Of course, I'm not suggesting that we don't distributing thousands of excellently awesome modules to the world. If we didn't, we wouldn't be Perl. But does it need to be through a centralized distribution channel like PAUSE + CPAN?

I don't have an answer.

Discuss.

28 Comments

Yes we should have a centralised repository. The fragmentation of ruby gems causes me pain on a day to day basis.

Yes we should have a centralised repository(It can of course be distributed). The fragmentation of ruby gems causes me pain on a day to day basis. Having to add new repos as and when my developers find a new shiny gem to use. Admittedly this is made worse by only a few gems being packaged for debian. Also supposedly turning gems into debs isnt as easy as perl modules.

Yes we should have a centralised repository(It can of course be distributed). The fragmentation of ruby gems causes me pain on a day to day basis. Having to add new repos as and when my developers find a new shiny gem to use. Admittedly this is made worse by only a few gems being packaged for debian. Also supposedly turning gems into debs isnt as easy as perl modules.

I agree with all the bobs on all points. Having as many distribution systems as there are websites and not being able to batch the install of something like WWW::Mechanize (which pulls in about 40 modules automatically while I watch movies) would be a huge mistake.

At least, if it isn't centralized, there should be a place to report your repo and there should be some standard format? But given ExtUtils::MakeMaker vs Module::Build vs Module::Install (etc) how on earth could you ever ensure there'd be a way to install the hundred or so modules you use on a regular basis? If one or two of the sites WWW::Mechanize needed were missing ... well, you just live without it for a few days?

Yeah, I think the centralized strategy (if it isn't on CPAN it doesn't exist) is a huge strength. Since I'm used to it, I can't see a reason to do anything else. I understand python people hate it, but I really don't understand why. Going to 40 different websites to get "eggs" blows. I mean, it really sucks.

I'll "fourth" bob's analysis. Call it CPAN 6 to separate it in order to encourage new modules to fit in with Perl 6's style. If a more distributed model is desired, make it only semi-distributed so that the CPAN software can still go to one place to figure out the Right Thing to do.

How do we know how "the CPAN software" is going to work? We don't.

Everything is green field. We have no toolchain. No distribution model. Are we going to convert ExtUtils::MakeMaker? I sure hope not!

I would say that CPAN, and the centralized distribution model, is the saving grace of Perl. Kill that, and we lose one of our major advantages. Sure, you'll modernize it, you'll have a chance to add more checks and more tests to standardize distribution, but don't destroy the core. It works, and it works well.

I agree with everyone above basically. I think CPAN is totally great. It shows its age sometimes and it would be pretty cool if we modernized it some, but for the most part I think that CPAN is awesome.
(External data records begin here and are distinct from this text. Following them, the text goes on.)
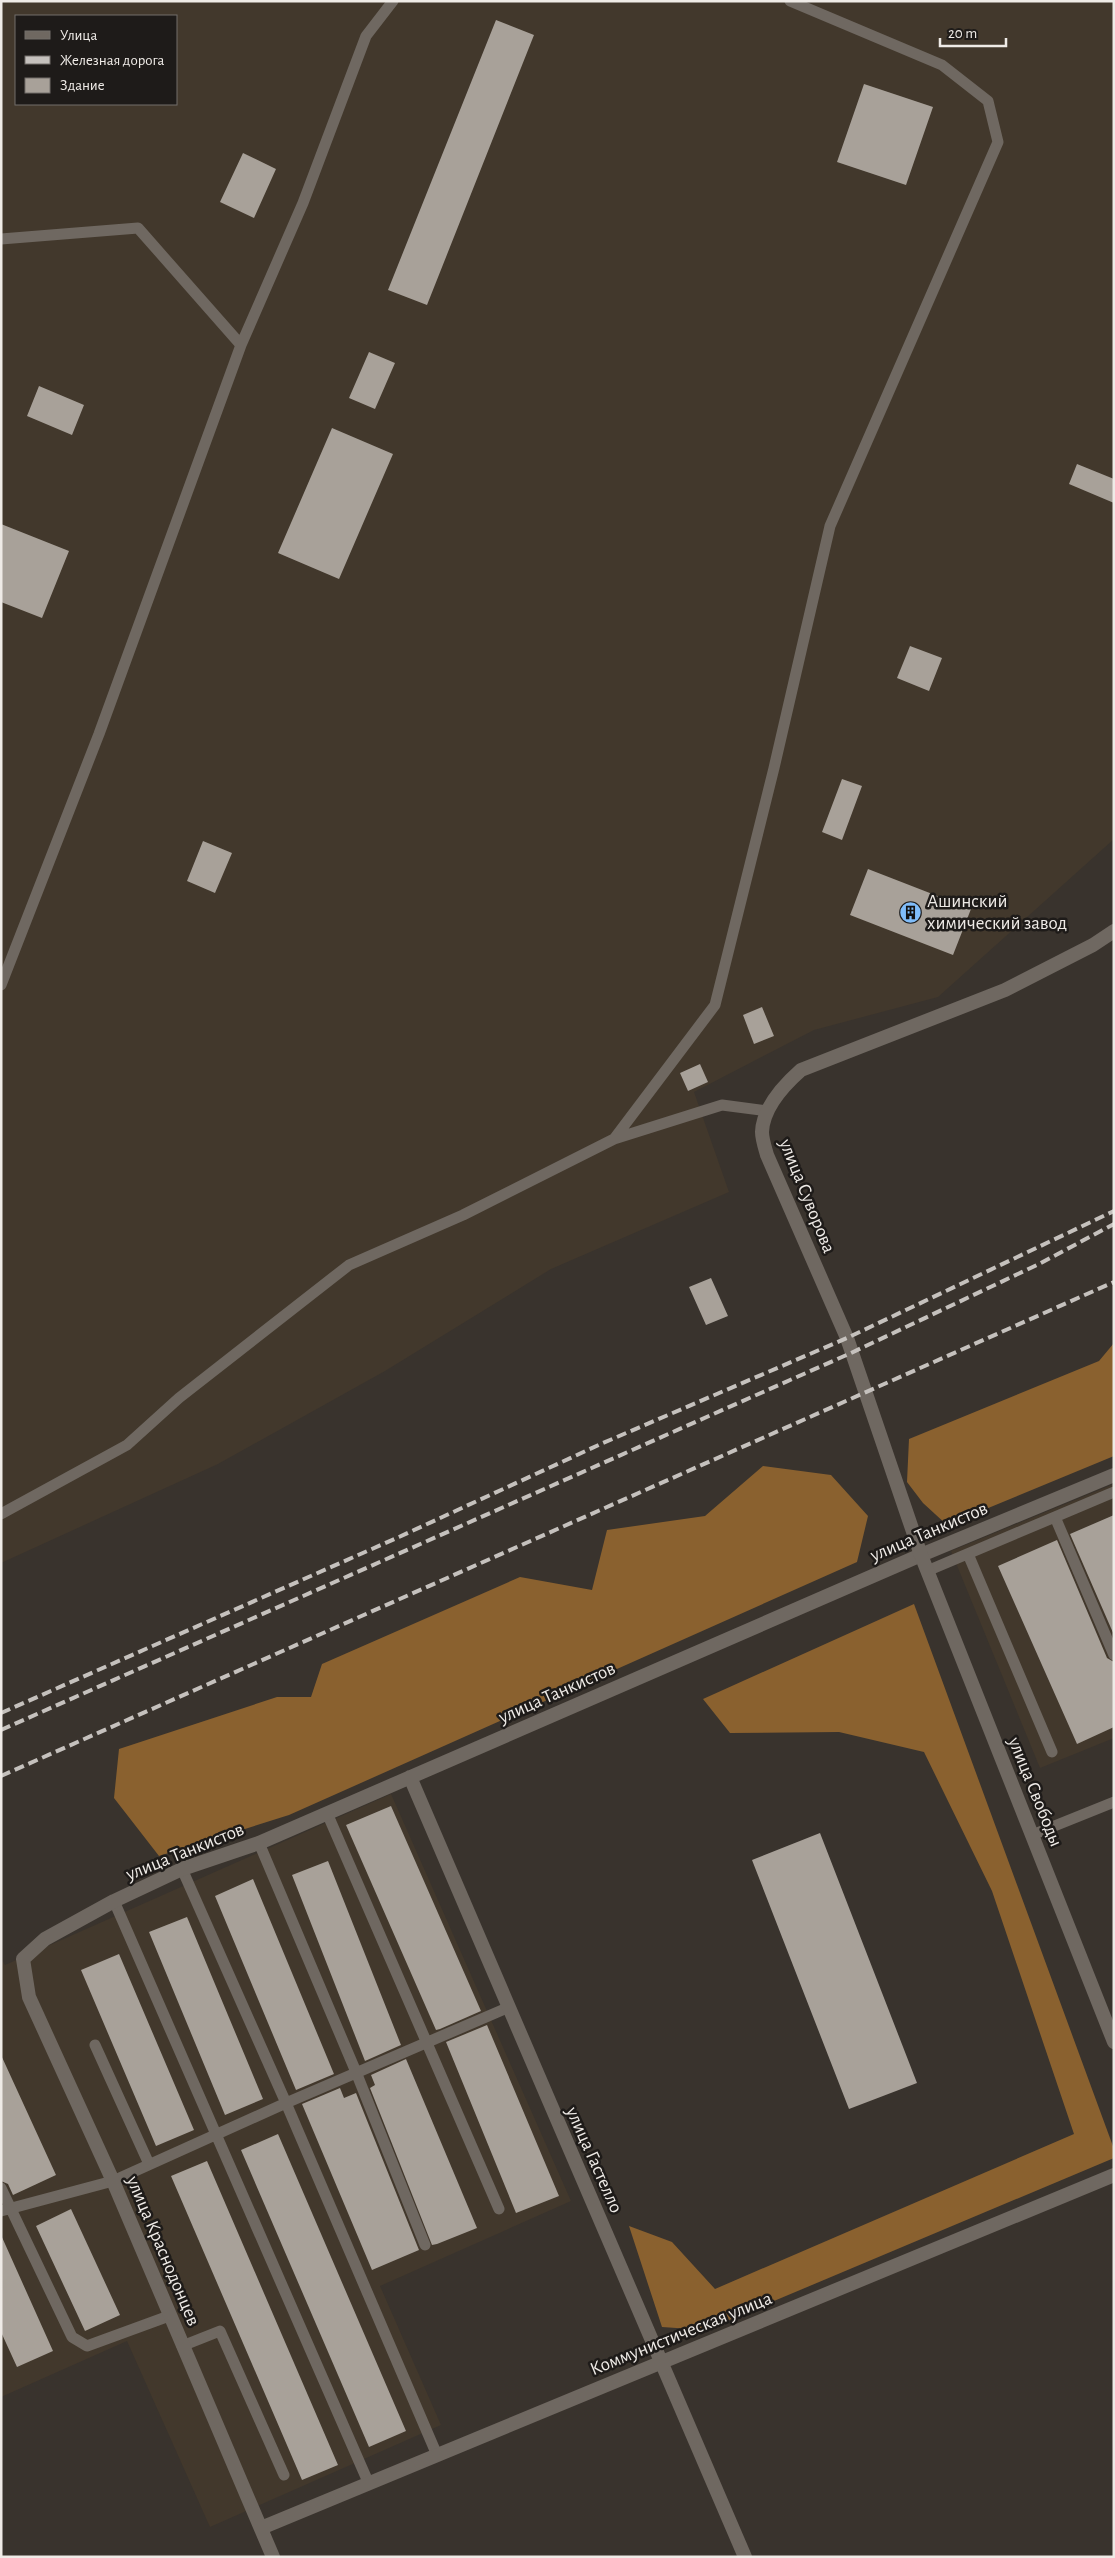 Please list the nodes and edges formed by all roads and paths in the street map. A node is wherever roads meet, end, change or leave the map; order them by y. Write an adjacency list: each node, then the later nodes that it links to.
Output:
1 (393, 1): 4 (lane)
2 (790, 1): 8 (lane)
3 (1, 239): 4 (lane)
4 (241, 345): 6 (lane)
5 (1114, 931): 7 (street, улица Суворова)
6 (1, 985)
7 (768, 1111): 8 (lane); 14 (street, улица Суворова)
8 (614, 1139): 11 (lane)
9 (1114, 1475): 14 (street, улица Танкистов)
10 (1114, 1492): 12 (lane)
11 (1, 1514)
12 (1055, 1517): 13 (lane); 16 (lane)
13 (968, 1554): 15 (lane); 17 (lane)
14 (921, 1555): 15 (street, улица Свободы); 18 (street, улица Танкистов)
15 (928, 1571): 21 (street, улица Свободы)
16 (1114, 1655)
17 (1052, 1752)
18 (410, 1777): 20 (street, улица Танкистов); 26 (street, улица Гастелло)
19 (1113, 1800): 21 (lane)
20 (327, 1814): 22 (street, улица Танкистов); 27 (lane)
21 (1032, 1835): 28 (street, улица Свободы)
22 (258, 1843): 23 (street, улица Танкистов); 30 (lane)
23 (182, 1869): 24 (street, улица Танкистов); 31 (lane)
24 (114, 1901): 25 (street, улица Танкистов); 32 (lane)
25 (23, 1959): 35 (street, улица Краснодонцев)
26 (507, 2008): 27 (lane); 42 (street, улица Гастелло)
27 (428, 2042): 30 (lane); 37 (lane)
28 (1114, 2042)
29 (95, 2045): 33 (lane)
30 (356, 2072): 31 (lane); 39 (lane)
31 (286, 2103): 32 (lane); 43 (lane)
32 (216, 2134): 33 (lane); 45 (lane)
33 (149, 2164): 35 (lane)
34 (1114, 2175): 42 (street, Коммунистическая улица)
35 (113, 2181): 38 (lane); 40 (street, улица Краснодонцев)
36 (1, 2188): 38 (lane)
37 (499, 2208)
38 (6, 2210): 40 (lane)
39 (424, 2245)
40 (169, 2316): 41 (street, улица Краснодонцев)
41 (182, 2346): 44 (lane); 46 (street, улица Краснодонцев)
42 (662, 2362): 43 (street, Коммунистическая улица); 48 (street, улица Гастелло)
43 (438, 2455): 45 (street, Коммунистическая улица)
44 (284, 2475)
45 (369, 2484): 46 (street, Коммунистическая улица)
46 (262, 2528): 47 (street, улица Краснодонцев)
47 (273, 2557)
48 (745, 2557)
Also: your slides are awesome; we will be excellent to each other :-)

> How do we know how "the CPAN software" is going to work? > We don't.

It's a heluva lot more likely CPAN will be up than *all* the disparate websites involved in a typical perl install for me.
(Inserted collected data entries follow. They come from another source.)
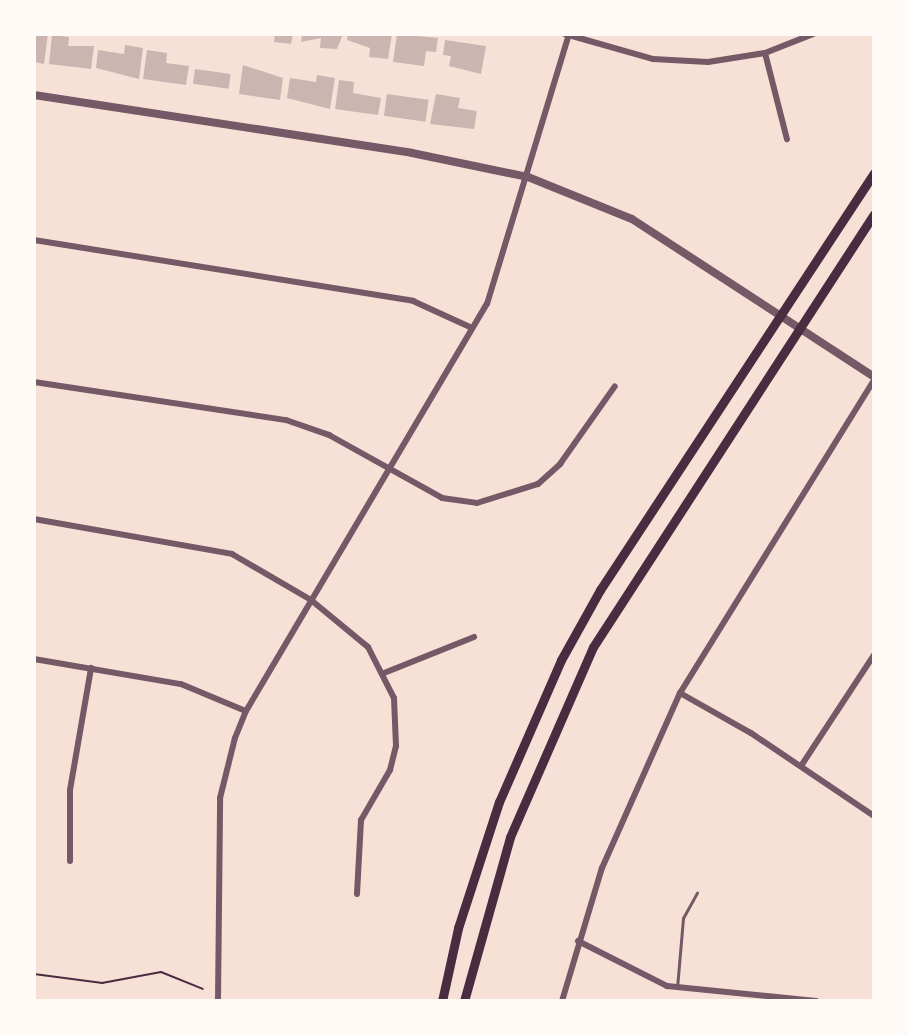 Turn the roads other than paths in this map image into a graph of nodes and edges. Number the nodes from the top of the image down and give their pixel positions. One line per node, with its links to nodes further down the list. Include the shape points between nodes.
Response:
1 (568, 34): 3 (street, via 676,62); 7 (street)
2 (813, 34): 3 (street)
3 (765, 53): 5 (street)
4 (34, 95): 7 (street, via 412,153)
5 (787, 139)
6 (874, 173): 10 (main road)
7 (528, 177): 10 (street, via 632,219); 12 (street, via 504,260)
8 (874, 214): 11 (main road)
9 (34, 240): 12 (street, via 413,301)
10 (781, 313): 11 (street); 34 (main road, via 600,590 561,660 499,802 458,928)
11 (799, 326): 13 (street); 35 (main road, via 628,586 572,688 510,837)
12 (472, 328): 16 (street)
13 (874, 378): 24 (street)
14 (34, 382): 16 (street, via 286,420 329,435)
15 (615, 386): 16 (street, via 560,464 515,495 462,502 442,498)
16 (390, 471): 18 (street)
17 (34, 519): 18 (street, via 216,548)
18 (311, 600): 23 (street, via 359,637); 25 (street)
19 (474, 637): 23 (street)
20 (874, 655): 26 (street)
21 (34, 659): 22 (street)
22 (91, 668): 25 (street, via 181,684); 28 (street, via 70,790)
23 (384, 673): 30 (street, via 394,698 394,759 361,820)
24 (680, 693): 26 (street); 31 (street, via 631,796)
25 (246, 711): 33 (street, via 220,798)
26 (801, 766): 27 (street)
27 (874, 816)
28 (70, 861)
29 (697, 893): 32 (lane, via 683,918)
30 (357, 894)
31 (578, 941): 32 (street, via 644,977); 36 (street)
32 (677, 988): 37 (street)
33 (218, 1001)
34 (442, 1001)
35 (464, 1001)
36 (562, 1001)
37 (816, 1001)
> ExtUtils::MakeMaker? I sure hope not!

I happen to really like MakeMaker. Makefiles actually work, unlike Module::Build. But that's a religious argument. See, I'm not saying things shouldn't be re-done from the ground up -- particularly given the chance to redo everything from scratch -- but don't throw away the centralized repository!!

The lack of CPAN really ruins the other languages for me. Let's keep it that way.

Bob's right on, but his comment about debs leads me to this observation:

If each CPAN6 module cannot be automatically converted to .deb -- if, in fact, CPAN6 does not offer a standard Debian apt repository, as well as a yum repository - then CPAN6 will have failed to live up to its potential.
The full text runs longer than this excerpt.